THE administra­tors in charge of Italy’s Banca Carige are due to meet the heads of the fund that has propped up the troubled lender as the parties look to resolve an impasse standing in the way of the bank’s rescue.

The European Central Bank (ECB) last week selected three commission­ers to try to save the Genoa-based bank after the Malacalza family, Carige’s biggest stakeholde­r, blocked a share issue that was part of an industry-financed scheme to stave off a collapse.

Italy’s FITD depositors protection fund bought a €320m hybrid bond late last year to help Carige to reach a required total capital threshold.

Carige, however, failed to gain shareholde­r backing for an up to €400m new share issue that would have been guaranteed by the bond’s conversion into equity.

A person familiar with the matter said the meeting was to take place yesterday and the possibilit­y of lowering the bond’s interest payments would be discussed.

Carige’s failure to approve the capital increase triggered a stepping up of the coupon to 16pc from 13pc.

That represents €51m in annual interest, further stretching the loss-making bank’s finances.

The fund’s contributo­rs are other Italian lenders that came to Carige’s rescue at a time when the sector is under pressure from slowing economic growth and rising borrowing costs under the country’s recently elected Euroscepti­c government.

Carige or supervisor­y authoritie­s can decide to convert the bond into equity if the bank’s core capital falls below minimum requiremen­ts, a document on Carige website shows.
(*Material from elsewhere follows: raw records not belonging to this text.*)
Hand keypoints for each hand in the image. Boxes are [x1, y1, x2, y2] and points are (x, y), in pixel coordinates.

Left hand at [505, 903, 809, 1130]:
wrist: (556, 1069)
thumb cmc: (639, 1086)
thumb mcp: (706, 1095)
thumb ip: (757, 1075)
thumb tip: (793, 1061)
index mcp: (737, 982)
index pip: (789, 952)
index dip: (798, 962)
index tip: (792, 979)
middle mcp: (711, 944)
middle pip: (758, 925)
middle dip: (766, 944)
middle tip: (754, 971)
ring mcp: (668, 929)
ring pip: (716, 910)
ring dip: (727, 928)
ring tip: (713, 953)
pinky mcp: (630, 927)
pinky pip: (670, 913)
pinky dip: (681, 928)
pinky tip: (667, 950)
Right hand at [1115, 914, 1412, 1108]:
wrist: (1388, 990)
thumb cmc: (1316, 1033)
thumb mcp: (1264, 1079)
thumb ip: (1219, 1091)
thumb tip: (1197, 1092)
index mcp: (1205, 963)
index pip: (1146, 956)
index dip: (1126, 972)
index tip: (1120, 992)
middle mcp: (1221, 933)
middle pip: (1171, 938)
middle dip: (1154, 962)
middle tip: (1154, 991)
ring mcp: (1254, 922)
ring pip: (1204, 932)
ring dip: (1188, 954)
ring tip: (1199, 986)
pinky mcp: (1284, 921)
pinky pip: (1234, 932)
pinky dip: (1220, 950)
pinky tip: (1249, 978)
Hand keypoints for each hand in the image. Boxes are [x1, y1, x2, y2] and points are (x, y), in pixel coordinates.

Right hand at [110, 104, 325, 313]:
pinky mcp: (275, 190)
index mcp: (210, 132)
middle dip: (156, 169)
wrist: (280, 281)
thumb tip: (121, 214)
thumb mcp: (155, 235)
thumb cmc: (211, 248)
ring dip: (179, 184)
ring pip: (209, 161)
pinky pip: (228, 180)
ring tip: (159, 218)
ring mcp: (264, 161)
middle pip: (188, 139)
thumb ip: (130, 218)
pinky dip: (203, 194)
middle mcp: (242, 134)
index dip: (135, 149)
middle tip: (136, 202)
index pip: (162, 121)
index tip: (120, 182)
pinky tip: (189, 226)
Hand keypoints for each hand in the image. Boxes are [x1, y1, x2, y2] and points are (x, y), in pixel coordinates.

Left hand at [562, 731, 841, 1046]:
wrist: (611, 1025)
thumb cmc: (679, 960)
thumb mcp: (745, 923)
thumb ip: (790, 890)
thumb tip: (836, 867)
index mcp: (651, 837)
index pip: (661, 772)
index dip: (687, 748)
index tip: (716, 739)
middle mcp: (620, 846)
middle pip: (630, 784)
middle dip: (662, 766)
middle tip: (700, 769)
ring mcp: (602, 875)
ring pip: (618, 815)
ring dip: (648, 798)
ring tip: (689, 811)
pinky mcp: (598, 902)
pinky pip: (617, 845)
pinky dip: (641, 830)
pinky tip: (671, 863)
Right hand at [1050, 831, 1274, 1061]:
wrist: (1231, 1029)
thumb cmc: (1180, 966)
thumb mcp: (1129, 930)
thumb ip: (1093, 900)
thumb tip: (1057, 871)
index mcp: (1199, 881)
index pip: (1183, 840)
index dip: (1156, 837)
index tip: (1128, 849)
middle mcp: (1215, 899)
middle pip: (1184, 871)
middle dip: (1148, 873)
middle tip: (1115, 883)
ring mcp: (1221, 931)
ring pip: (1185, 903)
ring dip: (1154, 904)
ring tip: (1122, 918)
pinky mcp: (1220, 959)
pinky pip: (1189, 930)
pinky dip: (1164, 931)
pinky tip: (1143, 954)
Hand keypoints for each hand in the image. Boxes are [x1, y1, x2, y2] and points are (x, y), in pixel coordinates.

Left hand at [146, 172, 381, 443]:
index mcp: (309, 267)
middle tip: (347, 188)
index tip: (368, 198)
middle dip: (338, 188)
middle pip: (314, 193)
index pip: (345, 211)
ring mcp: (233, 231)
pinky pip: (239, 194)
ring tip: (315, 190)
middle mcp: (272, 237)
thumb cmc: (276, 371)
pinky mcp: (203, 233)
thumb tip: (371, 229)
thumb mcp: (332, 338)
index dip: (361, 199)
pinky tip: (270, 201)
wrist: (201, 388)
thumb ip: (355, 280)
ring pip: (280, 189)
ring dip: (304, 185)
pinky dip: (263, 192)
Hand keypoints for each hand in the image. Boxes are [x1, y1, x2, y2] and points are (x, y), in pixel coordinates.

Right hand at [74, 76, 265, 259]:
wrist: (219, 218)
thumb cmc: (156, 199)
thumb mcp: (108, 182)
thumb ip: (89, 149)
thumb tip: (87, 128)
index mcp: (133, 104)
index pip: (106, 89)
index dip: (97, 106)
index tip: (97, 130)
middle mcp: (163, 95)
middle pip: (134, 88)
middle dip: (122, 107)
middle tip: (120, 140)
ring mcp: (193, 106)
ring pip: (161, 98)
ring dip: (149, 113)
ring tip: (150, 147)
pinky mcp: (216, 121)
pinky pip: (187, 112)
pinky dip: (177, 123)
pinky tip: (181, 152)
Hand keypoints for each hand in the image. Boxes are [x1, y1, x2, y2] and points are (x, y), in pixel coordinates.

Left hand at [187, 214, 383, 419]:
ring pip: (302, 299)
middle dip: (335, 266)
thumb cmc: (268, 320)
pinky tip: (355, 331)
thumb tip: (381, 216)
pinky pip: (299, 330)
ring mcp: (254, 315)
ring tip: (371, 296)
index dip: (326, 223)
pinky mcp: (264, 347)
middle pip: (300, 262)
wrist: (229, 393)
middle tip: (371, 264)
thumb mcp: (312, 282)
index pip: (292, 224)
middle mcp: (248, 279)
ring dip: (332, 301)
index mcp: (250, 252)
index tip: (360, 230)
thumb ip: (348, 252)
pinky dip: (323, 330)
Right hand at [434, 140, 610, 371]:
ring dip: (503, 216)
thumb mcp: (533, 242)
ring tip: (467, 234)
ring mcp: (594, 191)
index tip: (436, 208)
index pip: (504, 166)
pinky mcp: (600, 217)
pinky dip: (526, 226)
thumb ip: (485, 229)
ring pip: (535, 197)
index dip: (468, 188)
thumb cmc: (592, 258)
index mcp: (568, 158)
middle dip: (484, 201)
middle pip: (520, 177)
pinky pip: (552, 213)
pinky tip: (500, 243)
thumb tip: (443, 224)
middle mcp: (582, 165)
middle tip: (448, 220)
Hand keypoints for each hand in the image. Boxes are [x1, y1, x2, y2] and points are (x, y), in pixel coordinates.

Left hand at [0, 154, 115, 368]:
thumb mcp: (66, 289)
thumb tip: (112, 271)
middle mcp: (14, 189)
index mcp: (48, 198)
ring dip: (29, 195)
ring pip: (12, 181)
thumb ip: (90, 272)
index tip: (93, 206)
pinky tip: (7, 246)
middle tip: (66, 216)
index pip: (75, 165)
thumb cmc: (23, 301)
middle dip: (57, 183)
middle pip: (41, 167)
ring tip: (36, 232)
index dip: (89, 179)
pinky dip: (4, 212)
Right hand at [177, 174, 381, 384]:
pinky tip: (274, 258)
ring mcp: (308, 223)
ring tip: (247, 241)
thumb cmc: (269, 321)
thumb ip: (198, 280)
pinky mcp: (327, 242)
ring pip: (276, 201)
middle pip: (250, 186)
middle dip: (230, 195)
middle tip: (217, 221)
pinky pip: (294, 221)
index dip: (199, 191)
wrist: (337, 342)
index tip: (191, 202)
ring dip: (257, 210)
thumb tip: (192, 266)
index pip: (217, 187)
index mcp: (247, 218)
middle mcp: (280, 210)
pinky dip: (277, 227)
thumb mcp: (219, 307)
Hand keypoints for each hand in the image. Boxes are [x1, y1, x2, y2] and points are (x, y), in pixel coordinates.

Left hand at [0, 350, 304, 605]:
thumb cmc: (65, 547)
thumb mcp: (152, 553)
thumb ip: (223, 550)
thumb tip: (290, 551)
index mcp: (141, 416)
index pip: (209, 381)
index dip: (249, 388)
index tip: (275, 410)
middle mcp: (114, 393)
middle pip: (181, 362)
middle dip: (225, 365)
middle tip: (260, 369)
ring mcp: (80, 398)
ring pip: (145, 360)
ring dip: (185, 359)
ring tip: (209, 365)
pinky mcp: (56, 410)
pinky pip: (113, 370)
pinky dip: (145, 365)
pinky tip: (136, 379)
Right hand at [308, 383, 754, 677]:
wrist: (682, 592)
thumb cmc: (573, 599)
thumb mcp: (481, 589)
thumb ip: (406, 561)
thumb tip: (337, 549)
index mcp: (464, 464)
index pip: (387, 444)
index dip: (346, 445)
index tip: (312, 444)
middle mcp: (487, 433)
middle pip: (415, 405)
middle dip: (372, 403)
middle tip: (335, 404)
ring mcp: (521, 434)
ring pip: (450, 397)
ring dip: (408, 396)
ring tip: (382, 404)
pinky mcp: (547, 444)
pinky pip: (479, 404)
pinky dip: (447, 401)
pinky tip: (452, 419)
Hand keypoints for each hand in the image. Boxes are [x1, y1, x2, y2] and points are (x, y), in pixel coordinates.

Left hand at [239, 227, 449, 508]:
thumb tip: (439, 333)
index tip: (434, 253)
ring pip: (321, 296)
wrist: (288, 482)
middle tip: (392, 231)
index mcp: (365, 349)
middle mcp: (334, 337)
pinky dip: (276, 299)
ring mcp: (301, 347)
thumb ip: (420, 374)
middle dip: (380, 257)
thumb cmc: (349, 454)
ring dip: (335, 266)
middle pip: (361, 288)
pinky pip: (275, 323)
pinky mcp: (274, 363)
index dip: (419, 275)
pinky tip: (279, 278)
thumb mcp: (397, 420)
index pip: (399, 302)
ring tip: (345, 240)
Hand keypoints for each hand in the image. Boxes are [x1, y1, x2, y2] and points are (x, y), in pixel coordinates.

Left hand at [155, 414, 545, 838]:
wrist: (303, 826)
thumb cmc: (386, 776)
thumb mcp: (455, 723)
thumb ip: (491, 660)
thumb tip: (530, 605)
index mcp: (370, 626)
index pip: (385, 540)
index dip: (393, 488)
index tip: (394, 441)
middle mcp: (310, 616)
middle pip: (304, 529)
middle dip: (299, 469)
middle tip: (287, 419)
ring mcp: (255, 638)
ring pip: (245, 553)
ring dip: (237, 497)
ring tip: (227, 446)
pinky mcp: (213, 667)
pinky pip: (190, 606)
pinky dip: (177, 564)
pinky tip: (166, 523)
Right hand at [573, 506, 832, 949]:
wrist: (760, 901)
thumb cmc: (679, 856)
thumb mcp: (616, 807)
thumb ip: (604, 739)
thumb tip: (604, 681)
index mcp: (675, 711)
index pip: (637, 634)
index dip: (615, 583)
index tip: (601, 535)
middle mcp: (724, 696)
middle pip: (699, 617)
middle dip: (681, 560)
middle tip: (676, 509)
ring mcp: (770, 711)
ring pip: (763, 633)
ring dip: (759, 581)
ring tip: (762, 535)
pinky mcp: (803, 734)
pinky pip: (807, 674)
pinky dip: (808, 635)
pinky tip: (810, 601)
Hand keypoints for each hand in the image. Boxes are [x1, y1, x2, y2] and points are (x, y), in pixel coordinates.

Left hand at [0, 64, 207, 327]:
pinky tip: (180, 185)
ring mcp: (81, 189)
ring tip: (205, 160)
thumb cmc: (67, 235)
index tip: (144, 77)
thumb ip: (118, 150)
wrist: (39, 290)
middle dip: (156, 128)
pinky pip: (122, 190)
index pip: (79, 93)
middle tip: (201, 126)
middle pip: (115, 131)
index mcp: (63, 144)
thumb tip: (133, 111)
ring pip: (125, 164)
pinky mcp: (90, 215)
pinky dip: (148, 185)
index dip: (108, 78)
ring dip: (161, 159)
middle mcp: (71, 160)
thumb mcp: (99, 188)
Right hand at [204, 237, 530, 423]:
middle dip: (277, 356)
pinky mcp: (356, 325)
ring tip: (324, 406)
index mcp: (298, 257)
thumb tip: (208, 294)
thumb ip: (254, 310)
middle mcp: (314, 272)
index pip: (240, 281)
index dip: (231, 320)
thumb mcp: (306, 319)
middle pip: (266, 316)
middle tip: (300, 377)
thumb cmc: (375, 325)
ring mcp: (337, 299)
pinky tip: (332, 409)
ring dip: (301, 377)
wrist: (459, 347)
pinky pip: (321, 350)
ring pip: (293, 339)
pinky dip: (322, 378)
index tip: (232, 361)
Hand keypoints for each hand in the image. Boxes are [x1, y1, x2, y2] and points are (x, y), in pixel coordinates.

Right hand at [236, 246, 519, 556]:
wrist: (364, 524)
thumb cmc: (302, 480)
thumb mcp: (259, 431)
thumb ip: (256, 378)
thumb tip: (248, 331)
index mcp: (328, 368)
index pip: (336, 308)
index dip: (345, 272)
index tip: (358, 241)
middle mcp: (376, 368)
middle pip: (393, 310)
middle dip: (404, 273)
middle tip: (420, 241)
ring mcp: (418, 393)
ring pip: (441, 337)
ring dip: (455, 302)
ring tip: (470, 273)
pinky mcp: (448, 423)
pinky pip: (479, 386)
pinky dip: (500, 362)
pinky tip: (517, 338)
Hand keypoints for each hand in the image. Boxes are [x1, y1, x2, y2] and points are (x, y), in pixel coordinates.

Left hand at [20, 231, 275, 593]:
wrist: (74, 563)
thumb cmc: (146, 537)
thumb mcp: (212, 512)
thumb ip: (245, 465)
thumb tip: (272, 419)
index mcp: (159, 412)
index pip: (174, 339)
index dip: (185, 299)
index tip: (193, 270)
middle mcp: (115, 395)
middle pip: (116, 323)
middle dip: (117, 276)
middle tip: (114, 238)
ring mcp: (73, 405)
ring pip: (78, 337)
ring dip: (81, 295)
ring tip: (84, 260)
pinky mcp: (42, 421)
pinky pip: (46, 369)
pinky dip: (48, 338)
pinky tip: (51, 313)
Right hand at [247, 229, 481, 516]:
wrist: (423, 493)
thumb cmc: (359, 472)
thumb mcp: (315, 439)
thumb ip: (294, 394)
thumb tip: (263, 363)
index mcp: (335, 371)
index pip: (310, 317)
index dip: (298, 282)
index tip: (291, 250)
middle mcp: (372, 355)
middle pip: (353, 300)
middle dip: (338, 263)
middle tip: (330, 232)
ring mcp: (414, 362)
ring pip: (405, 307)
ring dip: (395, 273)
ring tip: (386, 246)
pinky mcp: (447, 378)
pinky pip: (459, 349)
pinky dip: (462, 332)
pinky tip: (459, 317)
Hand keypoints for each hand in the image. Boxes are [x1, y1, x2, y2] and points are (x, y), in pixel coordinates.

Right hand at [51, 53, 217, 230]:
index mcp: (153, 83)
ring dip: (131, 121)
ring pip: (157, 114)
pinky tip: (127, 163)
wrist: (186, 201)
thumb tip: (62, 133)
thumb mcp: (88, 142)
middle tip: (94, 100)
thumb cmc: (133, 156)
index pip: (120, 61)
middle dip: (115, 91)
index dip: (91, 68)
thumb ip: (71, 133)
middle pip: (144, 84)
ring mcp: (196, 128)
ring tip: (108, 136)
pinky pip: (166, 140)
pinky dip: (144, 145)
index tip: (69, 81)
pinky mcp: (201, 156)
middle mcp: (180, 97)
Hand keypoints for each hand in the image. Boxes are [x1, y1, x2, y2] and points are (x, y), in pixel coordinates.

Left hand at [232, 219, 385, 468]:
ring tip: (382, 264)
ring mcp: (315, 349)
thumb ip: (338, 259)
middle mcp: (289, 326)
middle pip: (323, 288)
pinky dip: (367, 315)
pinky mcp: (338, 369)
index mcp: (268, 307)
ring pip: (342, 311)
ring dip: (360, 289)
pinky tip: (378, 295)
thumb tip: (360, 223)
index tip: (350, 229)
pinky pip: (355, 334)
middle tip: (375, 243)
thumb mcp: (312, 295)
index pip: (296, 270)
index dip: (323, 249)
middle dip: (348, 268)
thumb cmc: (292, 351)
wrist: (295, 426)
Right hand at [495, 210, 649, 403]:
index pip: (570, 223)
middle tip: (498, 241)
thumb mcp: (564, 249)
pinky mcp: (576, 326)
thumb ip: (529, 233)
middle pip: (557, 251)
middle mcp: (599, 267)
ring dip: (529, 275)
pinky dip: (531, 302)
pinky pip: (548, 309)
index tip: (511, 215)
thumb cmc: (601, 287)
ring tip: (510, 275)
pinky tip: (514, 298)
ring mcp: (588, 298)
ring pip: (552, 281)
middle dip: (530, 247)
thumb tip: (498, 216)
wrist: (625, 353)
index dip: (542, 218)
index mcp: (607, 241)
The bank’s capital ratio stood at 10.8pc at the end of September – above an ECB minimum threshold of 9.63pc, though the ECB will soon set a new threshold for Carige for this year.

Raffaele Lener, one of the three commission­ers running Carige, said in a newspaper interview published yesterday that the bank had to negotiate “a different solution” with the fund given the current situation with the bond.